Ehh hadi bakalım girelim bir Chez’e diyoruz. Bize en çok önerilen Chez
Galip’e giriyoruz. Çanaklar, testiler arasında geziyoruz bol bol. (o yöreye
özgü Hitit eserlerinin de uyarlamaları var, ben çok sevdim… evde yeri olanlara tavsiye
edilebilir). Bir de bu Galip ustanın değişik fantezisi var, dükkanının bir
mağara odasını saç müzesi yapmış. Burada fotoğraf çekmek yasaktı ama bence oldukça
enteresan bir yerdi. Gerçi daha sonra görüştüğüm bayanlardan bunun iğrenç
olduğunu söyleyenler oldu ama bana değişik geldi. İçeride milyonlarca saç ve
sahiplerinin adresleri duvarlara asılmış. Güya her sene bilmem kaçıncı erkek
müşteriye rastgele bir isim çekmesi istenerek, seçilen adresteki bayana 15
günlük Kapadokya tatili veriyorlarmış. Ben de hemen aman bu tatil kaçar mı
yaa,, dedim sonra da saçlarıma kıyamadım vermedim..hata mı yaptım acaba, ama
hiç de pişmanlık duymuyorum.. Niye ki??
Ve yolumuz düştü
Göreme’ye. Göreme de peribacaları, kaya-mağara evlerle iç içe bir yer.

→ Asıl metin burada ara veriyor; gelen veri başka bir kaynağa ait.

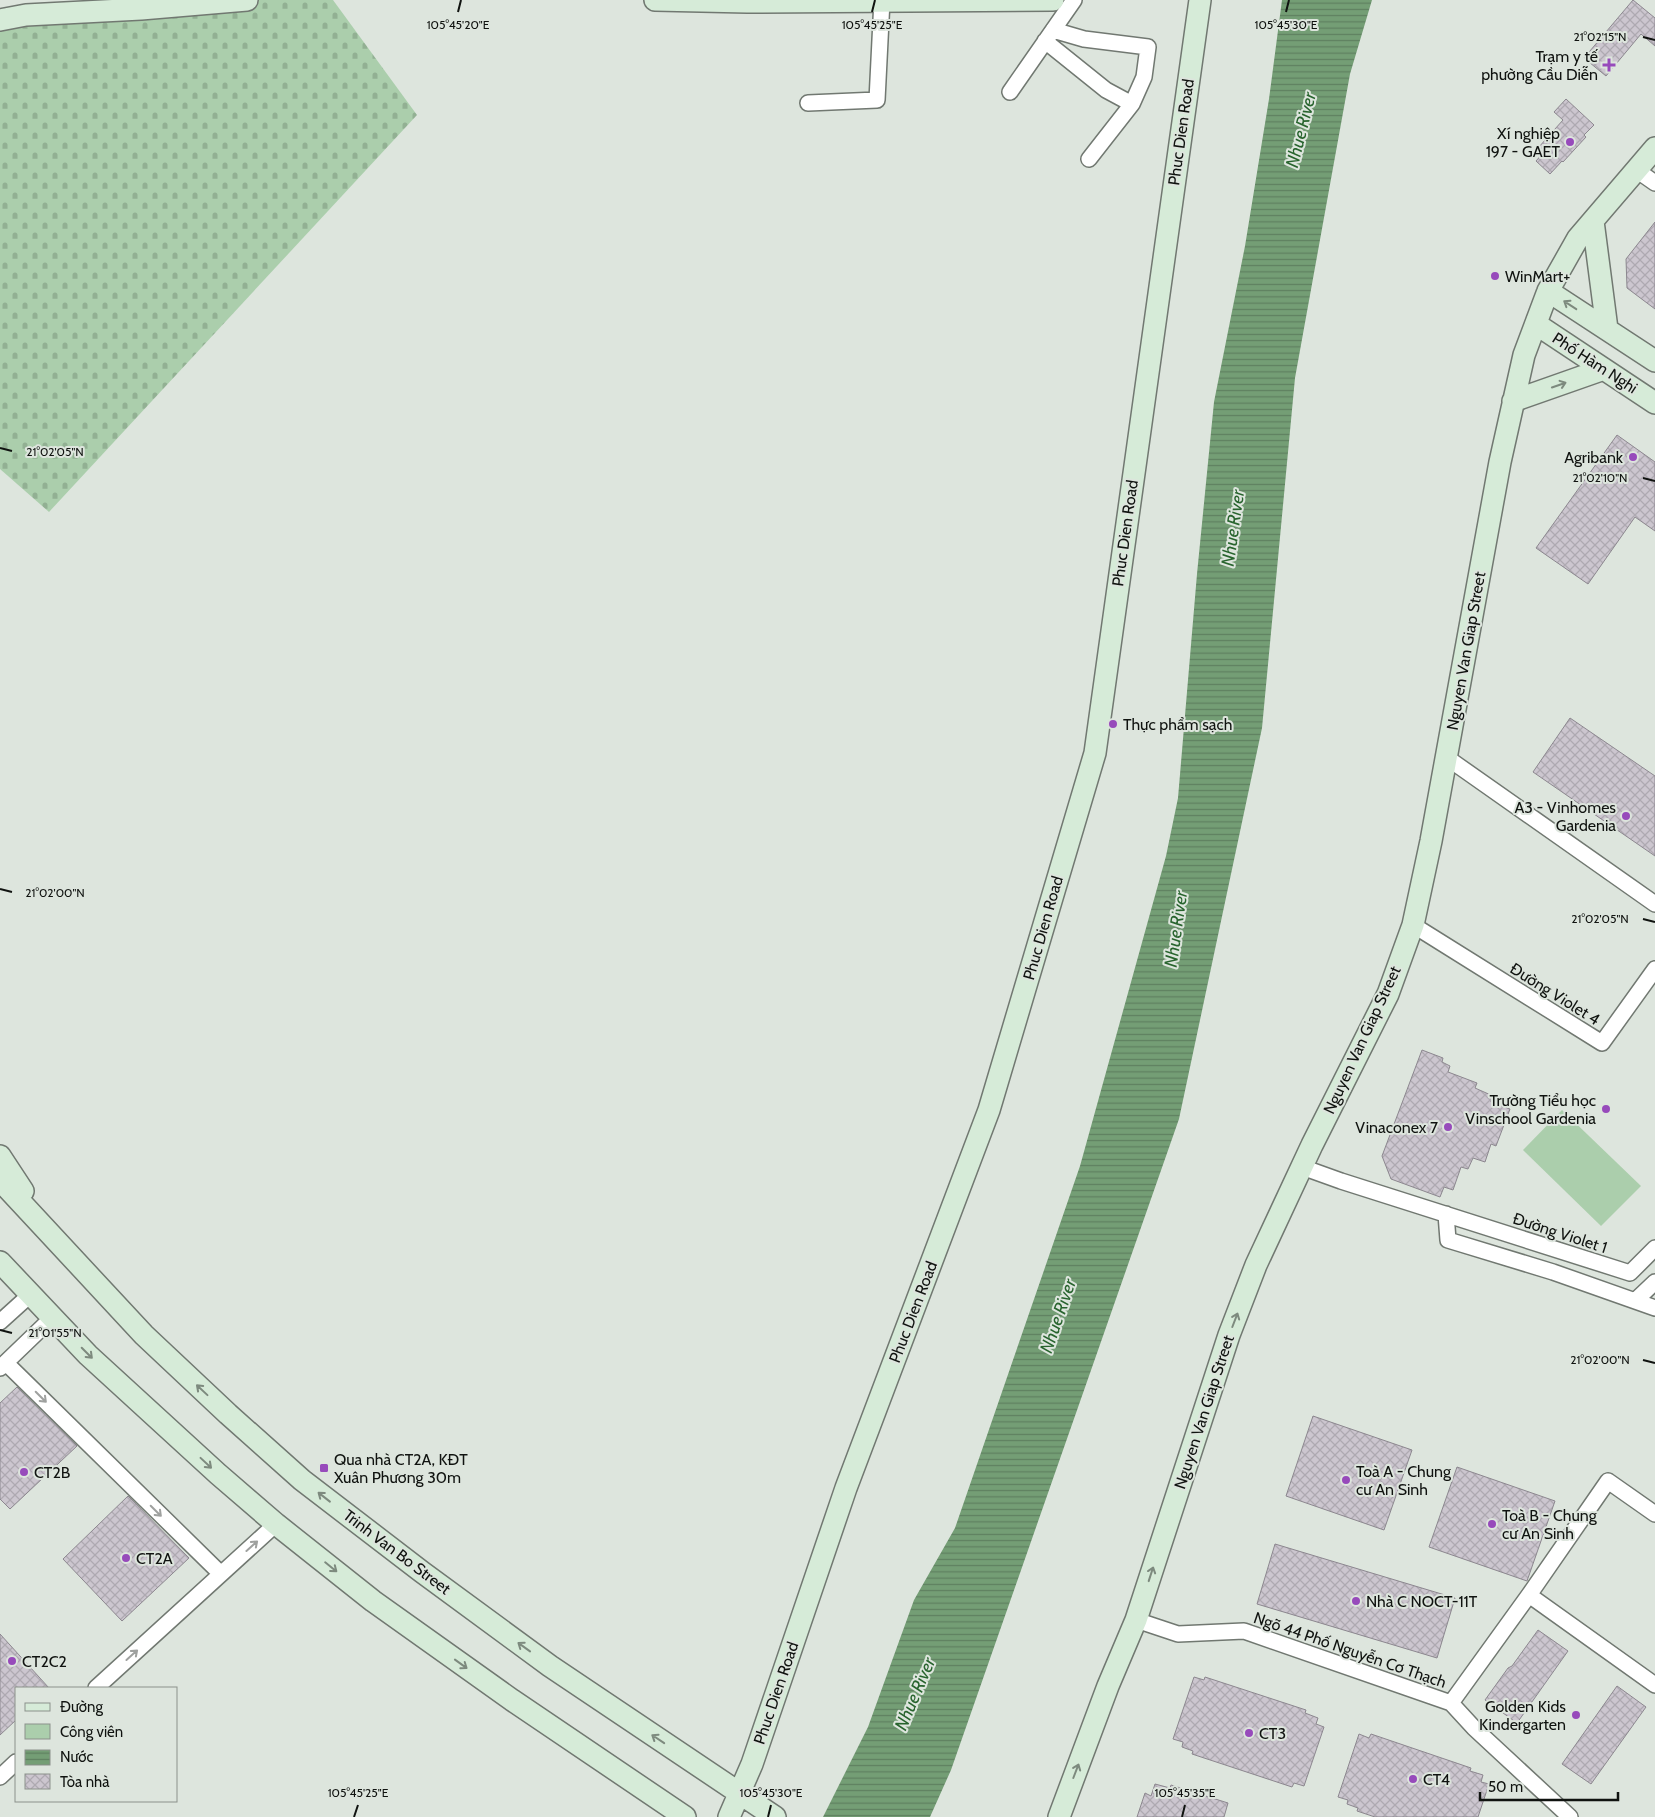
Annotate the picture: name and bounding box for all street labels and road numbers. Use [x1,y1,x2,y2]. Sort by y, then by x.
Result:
street label: Phuc Dien Road [1164,78,1198,186]
street label: Phố Hàm Nghi [1549,328,1641,398]
street label: Phuc Dien Road [1108,479,1142,587]
street label: Nguyen Van Giap Street [1443,570,1489,732]
street label: Phuc Dien Road [1019,874,1067,982]
street label: Đường Violet 4 [1507,959,1603,1029]
street label: Nguyen Van Giap Street [1319,963,1405,1117]
street label: Đường Violet 1 [1510,1209,1610,1257]
street label: Phuc Dien Road [885,1258,941,1366]
street label: Nguyen Van Giap Street [1170,1332,1238,1491]
street label: Trinh Van Bo Street [340,1506,455,1599]
street label: Ngõ 44 Phố Nguyễn Cơ Thạch [1251,1608,1449,1692]
street label: Phuc Dien Road [750,1639,802,1747]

Önce
kuzenin önerdiği bir yerde yemek yiyelim dedik. Ne yiyelim derken yöresel testi
kebabını yiyelim dedik. Ben ilk kez yedim ama bir numara göremedim kebapta. Annemin
yaptığı et soteden ne farkı vardı anlamadım...
Biz de
Göreme açık hava müzesinde bulduk
kendimizi. Müze kartımızı gerine gerine okuttuk. O mağara senin, bu mağara
benim, o kilise daha güzel, bu kilise daha güzel diye Hristiyanlığın zamanında
önemli merkezini gezdik. Hem burada kiliselere girmek için tepelere tırmanıyor,
hopluyor zıplıyorsun... Sonra da kapıdan çıkıp Göreme’nin muhteşem manzarası
ile karşılaşıyorsunuz. Kiliselerin çoğunun içinde resimler hala canlı, hatta
müze girişinin hemen sağındaki müze yeni düzenlenmiş, resimler ışıklandırılmış,
mezar bölgelerinin içine camekanın altına iskeletler konulmuş.
Bilgi görgü
böcüğü: Şimdi burada yaşayanlar ölülerini kiliselerin hemen girişindeki
mezarlara gömerlermiş belli bir süre, ruhlarının arındığını düşünerek. Belli
bir müddet geçtikten sonra da uzaklara gömerlermiş. Mezarlardan ve kapı
girişlerinden biz süphelendik bu adamlar galiba kısacıkmış. Bir de her yerde
tabii ki şaraphaneler var. Olmazsa olmaz…
Göreme müzesi çok
güzel ama kapıdaki görevli amcalar için aynı şeyi söyleyemeyeceğim. Öncelikle
kiliselerin içindeki resimlerin hep gözleri oyulmuş .. Tabii ki bunu zamanında
ülkemiz vatandaşları yapmış buna çok üzüldük ve utandık. Kapıdaki görevli
amcalara gelince de kafamızda çok hoş görüntüler oluşmadı. Öncelikle ilk
kiliselerden birine tırmanırken kapıdaki yurdum insanı amcaya sordum. Kim oymuş
bu gözleri diye.. Çok sevdim bu amcayı görüntüsü çok modern olmasa da, Kadir
İnanır’ın bakımsız, hafif toplu ama kötü giyinmiş, yanağında kocaman beni olan
versiyonu olsa da, hele diğer amcaları
görünce kendisine sıcacık ısındım. Dobra
dobra dedi ki “ kim yapacak buranın cahil yerlisi, bilse buraların sonradan
nasıl olacağını yaparlar mıydı?” sonradan da her sorduğumuz soruya candan cevap
verdi. Her kilise kapısının önünde bir görevli var, ama diğer amcalar somurttular,
sorularımızı geçiştirdiler. Biz de kızdık müzelerden sorumlu birimlere, neden
buralara, dünyanın her tarafından bu kadar turist çeken bu eşsiz memlekete gözlerini
zamanında oyduğumuz figürleri unutturmak istercesine genç dinamik aktif
görevliler koymuyorlar. Mesela öğrenciler çalışabilir burada neden olmasın.
Sonra da biraz
beyin fırtınası yaptık ama D’nin hakkını vermek gerek, o daha çok kafa
çalıştırdı hatta ilk fikri ortaya o attı. Düşündük ki neden böyle güzel bir
açık hava müzesi geceleri de açık değil? Özellikle yazın sıcak günlerde bilet
fiyatları daha yüksek tutularak akşam gezintileri daha cazip olmaz mı bu müze
için. Şöyleeee güzel bir ışıklandırma
ile mesela. Neden olmasın ne eksiğimiz var Granada’daki El Hamra müzesinden, ne?